• **WHAT YOU WILL DO**: Retype the listing below exactly, pictures removed.

***** DATA RECORDS *****

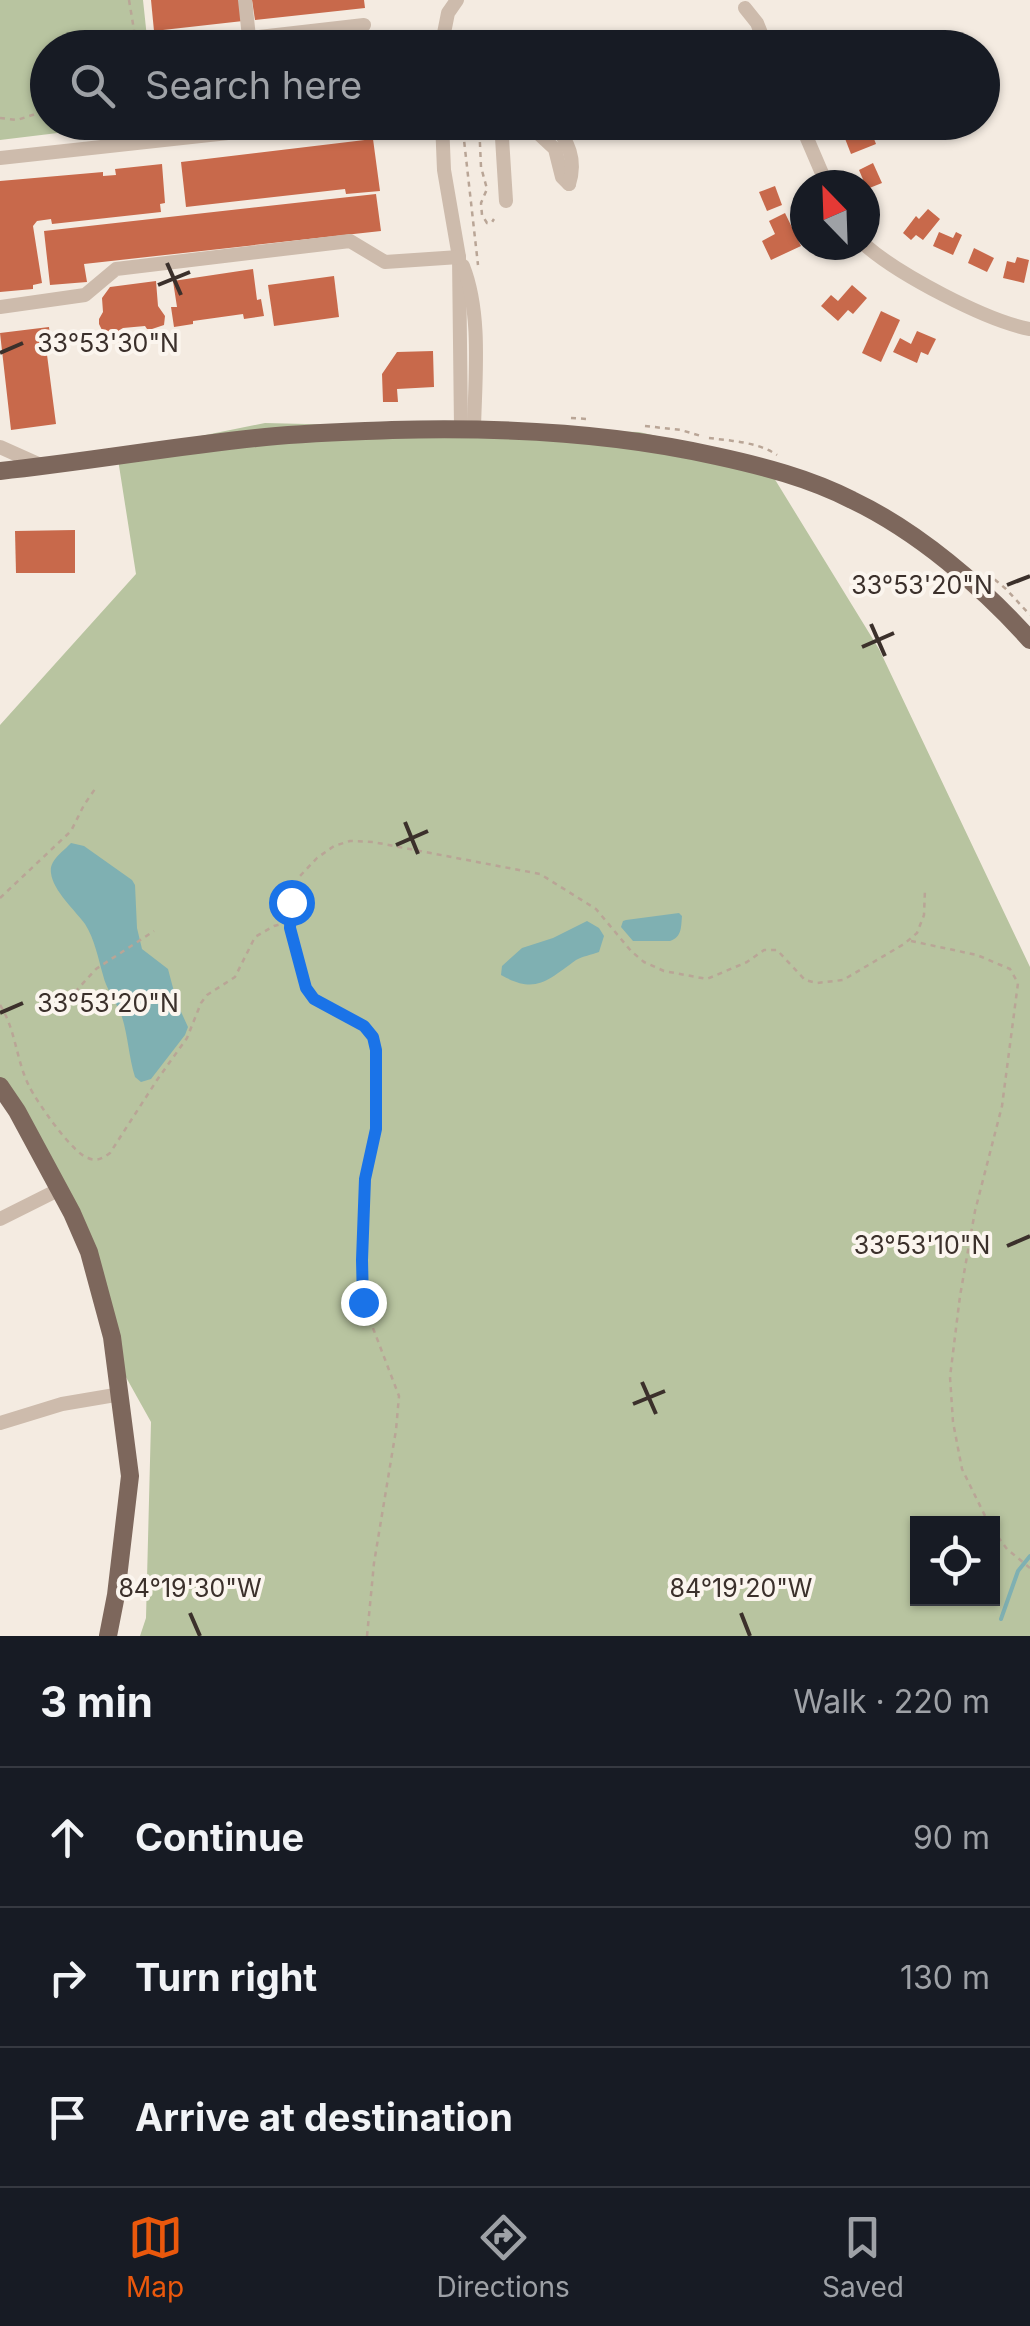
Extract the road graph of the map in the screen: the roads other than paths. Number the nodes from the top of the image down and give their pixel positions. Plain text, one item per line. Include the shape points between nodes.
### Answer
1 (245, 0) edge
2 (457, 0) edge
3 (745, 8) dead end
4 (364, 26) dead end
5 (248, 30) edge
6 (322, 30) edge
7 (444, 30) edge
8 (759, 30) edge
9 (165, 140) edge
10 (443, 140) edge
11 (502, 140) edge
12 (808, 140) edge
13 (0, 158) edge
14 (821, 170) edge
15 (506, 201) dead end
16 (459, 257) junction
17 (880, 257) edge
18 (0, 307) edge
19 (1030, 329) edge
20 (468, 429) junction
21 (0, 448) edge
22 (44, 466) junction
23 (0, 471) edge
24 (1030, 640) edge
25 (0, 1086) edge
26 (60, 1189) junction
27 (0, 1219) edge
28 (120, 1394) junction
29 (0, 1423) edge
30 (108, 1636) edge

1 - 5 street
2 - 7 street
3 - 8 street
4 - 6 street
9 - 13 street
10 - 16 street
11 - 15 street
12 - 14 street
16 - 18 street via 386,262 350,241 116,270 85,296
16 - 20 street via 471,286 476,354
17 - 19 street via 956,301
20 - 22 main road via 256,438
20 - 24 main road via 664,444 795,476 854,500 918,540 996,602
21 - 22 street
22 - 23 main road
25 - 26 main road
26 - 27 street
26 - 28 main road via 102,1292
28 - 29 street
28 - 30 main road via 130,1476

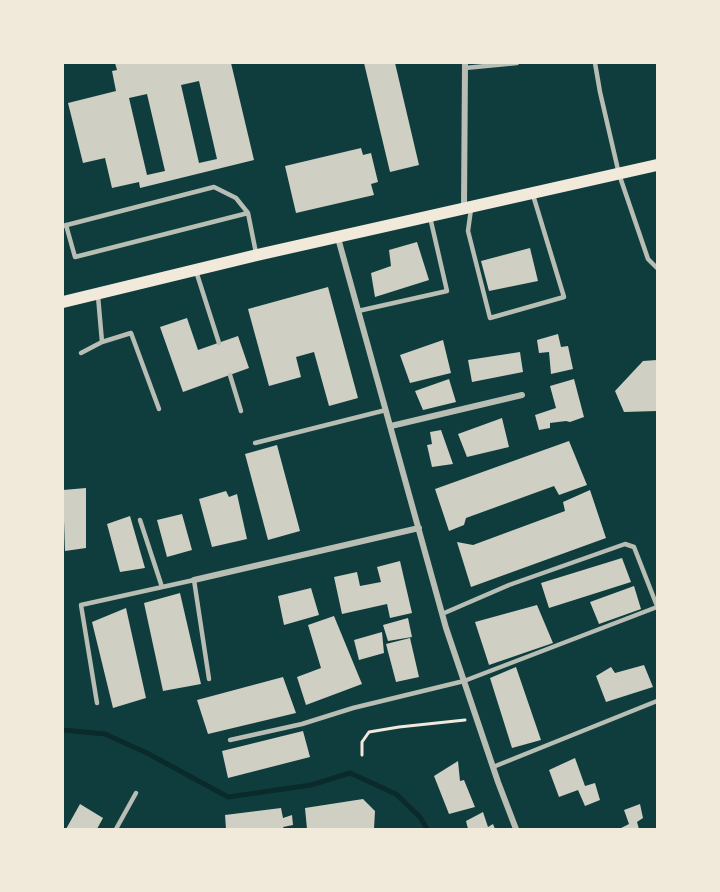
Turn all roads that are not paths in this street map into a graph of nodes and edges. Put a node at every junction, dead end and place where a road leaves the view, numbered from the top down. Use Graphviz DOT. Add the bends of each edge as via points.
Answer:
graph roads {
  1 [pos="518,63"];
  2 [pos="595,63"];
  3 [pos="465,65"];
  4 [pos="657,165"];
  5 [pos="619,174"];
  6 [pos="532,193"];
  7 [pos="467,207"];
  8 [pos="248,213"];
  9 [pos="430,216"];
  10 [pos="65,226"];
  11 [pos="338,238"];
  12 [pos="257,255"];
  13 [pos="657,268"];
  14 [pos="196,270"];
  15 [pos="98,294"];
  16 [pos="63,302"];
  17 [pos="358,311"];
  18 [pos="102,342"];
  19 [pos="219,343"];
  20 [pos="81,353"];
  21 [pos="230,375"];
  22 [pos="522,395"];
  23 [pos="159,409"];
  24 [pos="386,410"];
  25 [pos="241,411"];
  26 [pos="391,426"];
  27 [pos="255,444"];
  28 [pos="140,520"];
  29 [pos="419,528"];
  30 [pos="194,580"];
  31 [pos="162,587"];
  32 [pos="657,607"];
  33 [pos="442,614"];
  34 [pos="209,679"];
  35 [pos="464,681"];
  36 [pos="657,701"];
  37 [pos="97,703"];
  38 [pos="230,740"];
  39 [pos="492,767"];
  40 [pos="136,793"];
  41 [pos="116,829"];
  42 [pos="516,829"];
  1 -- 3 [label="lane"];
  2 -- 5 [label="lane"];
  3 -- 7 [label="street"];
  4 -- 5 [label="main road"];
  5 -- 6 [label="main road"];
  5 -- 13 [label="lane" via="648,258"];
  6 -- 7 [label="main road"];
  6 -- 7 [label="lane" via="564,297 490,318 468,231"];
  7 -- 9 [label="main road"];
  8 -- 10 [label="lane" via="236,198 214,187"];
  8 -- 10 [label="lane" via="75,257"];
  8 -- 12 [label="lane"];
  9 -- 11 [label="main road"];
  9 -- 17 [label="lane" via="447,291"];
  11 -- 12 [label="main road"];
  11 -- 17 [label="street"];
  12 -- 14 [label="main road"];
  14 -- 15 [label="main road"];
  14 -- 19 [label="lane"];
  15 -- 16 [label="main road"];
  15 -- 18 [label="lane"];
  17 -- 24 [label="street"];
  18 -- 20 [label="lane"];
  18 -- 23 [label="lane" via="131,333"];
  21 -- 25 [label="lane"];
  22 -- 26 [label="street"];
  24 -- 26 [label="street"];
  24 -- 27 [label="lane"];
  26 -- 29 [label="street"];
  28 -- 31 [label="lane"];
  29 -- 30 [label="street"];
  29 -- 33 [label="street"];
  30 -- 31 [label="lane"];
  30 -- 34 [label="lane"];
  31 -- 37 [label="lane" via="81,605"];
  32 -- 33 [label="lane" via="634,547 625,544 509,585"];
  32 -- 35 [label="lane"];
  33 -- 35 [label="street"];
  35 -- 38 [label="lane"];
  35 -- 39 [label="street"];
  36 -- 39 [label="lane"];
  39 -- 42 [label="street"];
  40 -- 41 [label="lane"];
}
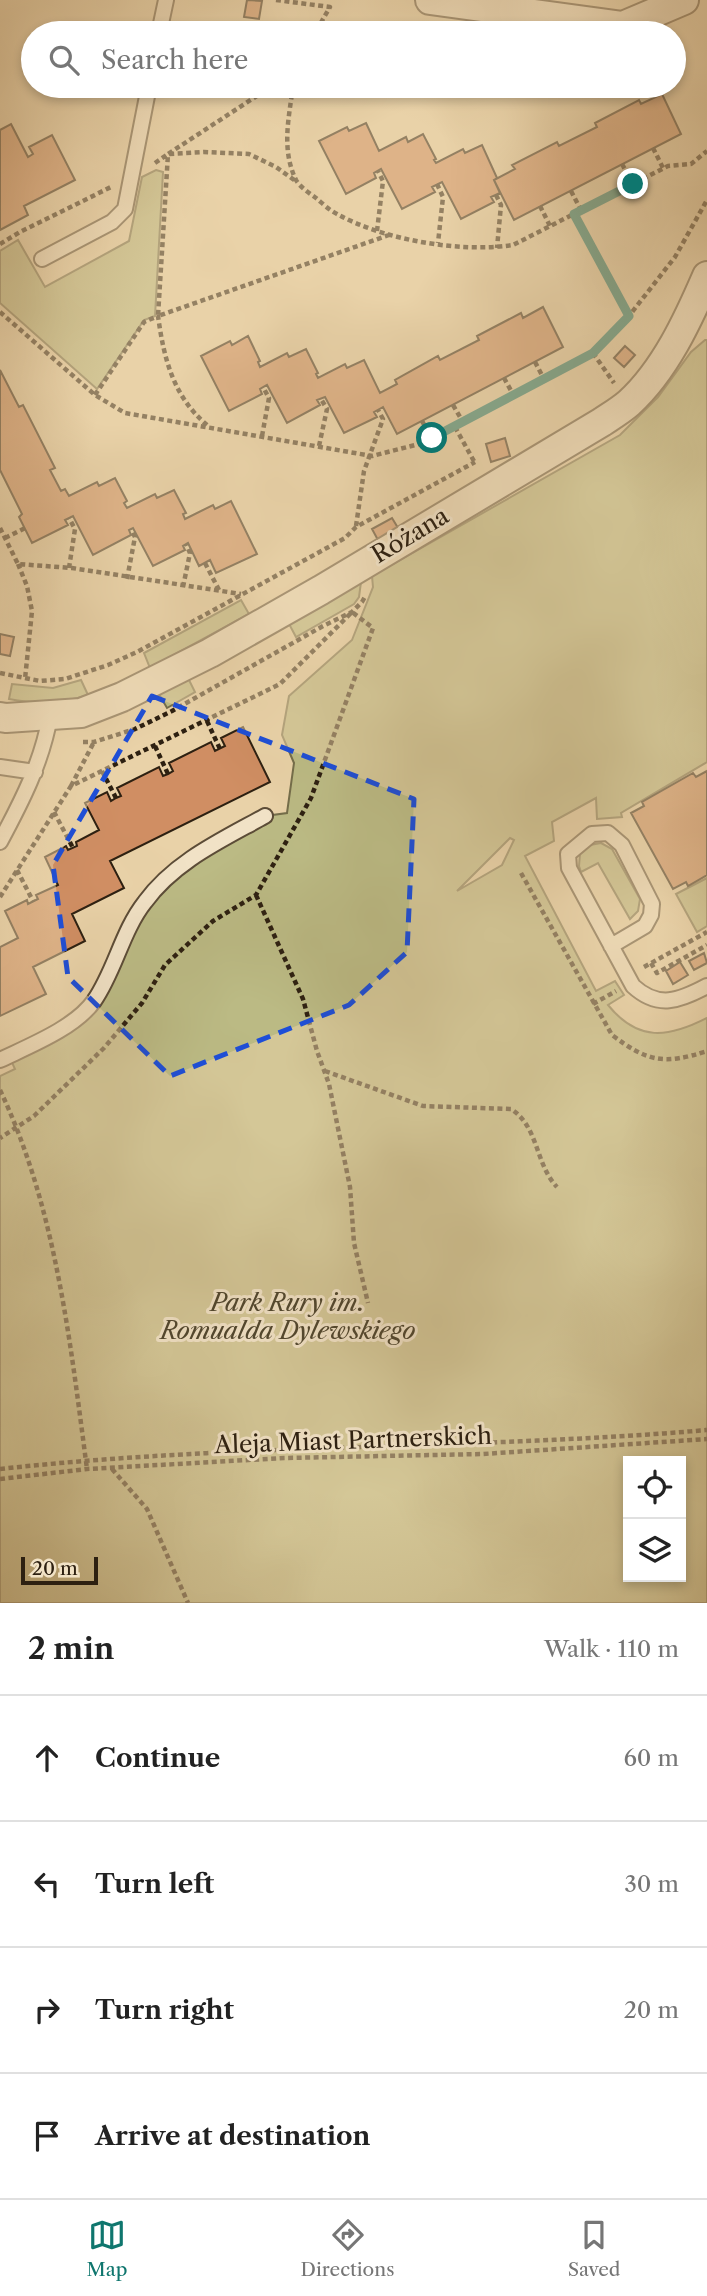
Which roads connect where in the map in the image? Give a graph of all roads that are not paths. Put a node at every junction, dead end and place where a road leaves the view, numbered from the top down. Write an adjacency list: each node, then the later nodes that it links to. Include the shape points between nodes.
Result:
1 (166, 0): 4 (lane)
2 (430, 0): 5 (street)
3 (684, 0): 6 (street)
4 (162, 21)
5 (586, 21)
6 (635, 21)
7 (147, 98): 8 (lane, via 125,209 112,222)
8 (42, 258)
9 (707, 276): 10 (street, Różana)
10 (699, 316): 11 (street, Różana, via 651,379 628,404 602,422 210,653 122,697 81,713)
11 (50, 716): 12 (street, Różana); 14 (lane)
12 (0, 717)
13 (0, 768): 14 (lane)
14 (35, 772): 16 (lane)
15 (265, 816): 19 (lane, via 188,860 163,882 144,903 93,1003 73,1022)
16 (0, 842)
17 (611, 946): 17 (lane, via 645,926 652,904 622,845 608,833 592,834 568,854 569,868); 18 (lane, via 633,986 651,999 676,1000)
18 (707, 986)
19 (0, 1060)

*****

• **EXERCISE OUTPUT**:
Extract the road graph of the map in the screen: the roads other than paths. Number the nodes from the top of the image down and give their pixel positions. Plain text, one item per line. Include the shape points between nodes.
### Answer
1 (245, 0) edge
2 (457, 0) edge
3 (745, 8) dead end
4 (364, 26) dead end
5 (248, 30) edge
6 (322, 30) edge
7 (444, 30) edge
8 (759, 30) edge
9 (165, 140) edge
10 (443, 140) edge
11 (502, 140) edge
12 (808, 140) edge
13 (0, 158) edge
14 (821, 170) edge
15 (506, 201) dead end
16 (459, 257) junction
17 (880, 257) edge
18 (0, 307) edge
19 (1030, 329) edge
20 (468, 429) junction
21 (0, 448) edge
22 (44, 466) junction
23 (0, 471) edge
24 (1030, 640) edge
25 (0, 1086) edge
26 (60, 1189) junction
27 (0, 1219) edge
28 (120, 1394) junction
29 (0, 1423) edge
30 (108, 1636) edge

1 - 5 street
2 - 7 street
3 - 8 street
4 - 6 street
9 - 13 street
10 - 16 street
11 - 15 street
12 - 14 street
16 - 18 street via 386,262 350,241 116,270 85,296
16 - 20 street via 471,286 476,354
17 - 19 street via 956,301
20 - 22 main road via 256,438
20 - 24 main road via 664,444 795,476 854,500 918,540 996,602
21 - 22 street
22 - 23 main road
25 - 26 main road
26 - 27 street
26 - 28 main road via 102,1292
28 - 29 street
28 - 30 main road via 130,1476

Turn all roads that are not paths in this street map into a graph of nodes and edges. Put a node at every junction, dead end and place where a road leaves the view, numbered from the top down. Use Graphviz DOT. Add the bends of each edge as via points.
Answer:
graph roads {
  1 [pos="518,63"];
  2 [pos="595,63"];
  3 [pos="465,65"];
  4 [pos="657,165"];
  5 [pos="619,174"];
  6 [pos="532,193"];
  7 [pos="467,207"];
  8 [pos="248,213"];
  9 [pos="430,216"];
  10 [pos="65,226"];
  11 [pos="338,238"];
  12 [pos="257,255"];
  13 [pos="657,268"];
  14 [pos="196,270"];
  15 [pos="98,294"];
  16 [pos="63,302"];
  17 [pos="358,311"];
  18 [pos="102,342"];
  19 [pos="219,343"];
  20 [pos="81,353"];
  21 [pos="230,375"];
  22 [pos="522,395"];
  23 [pos="159,409"];
  24 [pos="386,410"];
  25 [pos="241,411"];
  26 [pos="391,426"];
  27 [pos="255,444"];
  28 [pos="140,520"];
  29 [pos="419,528"];
  30 [pos="194,580"];
  31 [pos="162,587"];
  32 [pos="657,607"];
  33 [pos="442,614"];
  34 [pos="209,679"];
  35 [pos="464,681"];
  36 [pos="657,701"];
  37 [pos="97,703"];
  38 [pos="230,740"];
  39 [pos="492,767"];
  40 [pos="136,793"];
  41 [pos="116,829"];
  42 [pos="516,829"];
  1 -- 3 [label="lane"];
  2 -- 5 [label="lane"];
  3 -- 7 [label="street"];
  4 -- 5 [label="main road"];
  5 -- 6 [label="main road"];
  5 -- 13 [label="lane" via="648,258"];
  6 -- 7 [label="main road"];
  6 -- 7 [label="lane" via="564,297 490,318 468,231"];
  7 -- 9 [label="main road"];
  8 -- 10 [label="lane" via="236,198 214,187"];
  8 -- 10 [label="lane" via="75,257"];
  8 -- 12 [label="lane"];
  9 -- 11 [label="main road"];
  9 -- 17 [label="lane" via="447,291"];
  11 -- 12 [label="main road"];
  11 -- 17 [label="street"];
  12 -- 14 [label="main road"];
  14 -- 15 [label="main road"];
  14 -- 19 [label="lane"];
  15 -- 16 [label="main road"];
  15 -- 18 [label="lane"];
  17 -- 24 [label="street"];
  18 -- 20 [label="lane"];
  18 -- 23 [label="lane" via="131,333"];
  21 -- 25 [label="lane"];
  22 -- 26 [label="street"];
  24 -- 26 [label="street"];
  24 -- 27 [label="lane"];
  26 -- 29 [label="street"];
  28 -- 31 [label="lane"];
  29 -- 30 [label="street"];
  29 -- 33 [label="street"];
  30 -- 31 [label="lane"];
  30 -- 34 [label="lane"];
  31 -- 37 [label="lane" via="81,605"];
  32 -- 33 [label="lane" via="634,547 625,544 509,585"];
  32 -- 35 [label="lane"];
  33 -- 35 [label="street"];
  35 -- 38 [label="lane"];
  35 -- 39 [label="street"];
  36 -- 39 [label="lane"];
  39 -- 42 [label="street"];
  40 -- 41 [label="lane"];
}
Which roads connect where in the map in the image? Give a graph of all roads that are not paths. Put a node at every junction, dead end and place where a road leaves the view, numbered from the top down. Write an adjacency list: each node, then the later nodes that it links to. Include the shape points between nodes.
Result:
1 (166, 0): 4 (lane)
2 (430, 0): 5 (street)
3 (684, 0): 6 (street)
4 (162, 21)
5 (586, 21)
6 (635, 21)
7 (147, 98): 8 (lane, via 125,209 112,222)
8 (42, 258)
9 (707, 276): 10 (street, Różana)
10 (699, 316): 11 (street, Różana, via 651,379 628,404 602,422 210,653 122,697 81,713)
11 (50, 716): 12 (street, Różana); 14 (lane)
12 (0, 717)
13 (0, 768): 14 (lane)
14 (35, 772): 16 (lane)
15 (265, 816): 19 (lane, via 188,860 163,882 144,903 93,1003 73,1022)
16 (0, 842)
17 (611, 946): 17 (lane, via 645,926 652,904 622,845 608,833 592,834 568,854 569,868); 18 (lane, via 633,986 651,999 676,1000)
18 (707, 986)
19 (0, 1060)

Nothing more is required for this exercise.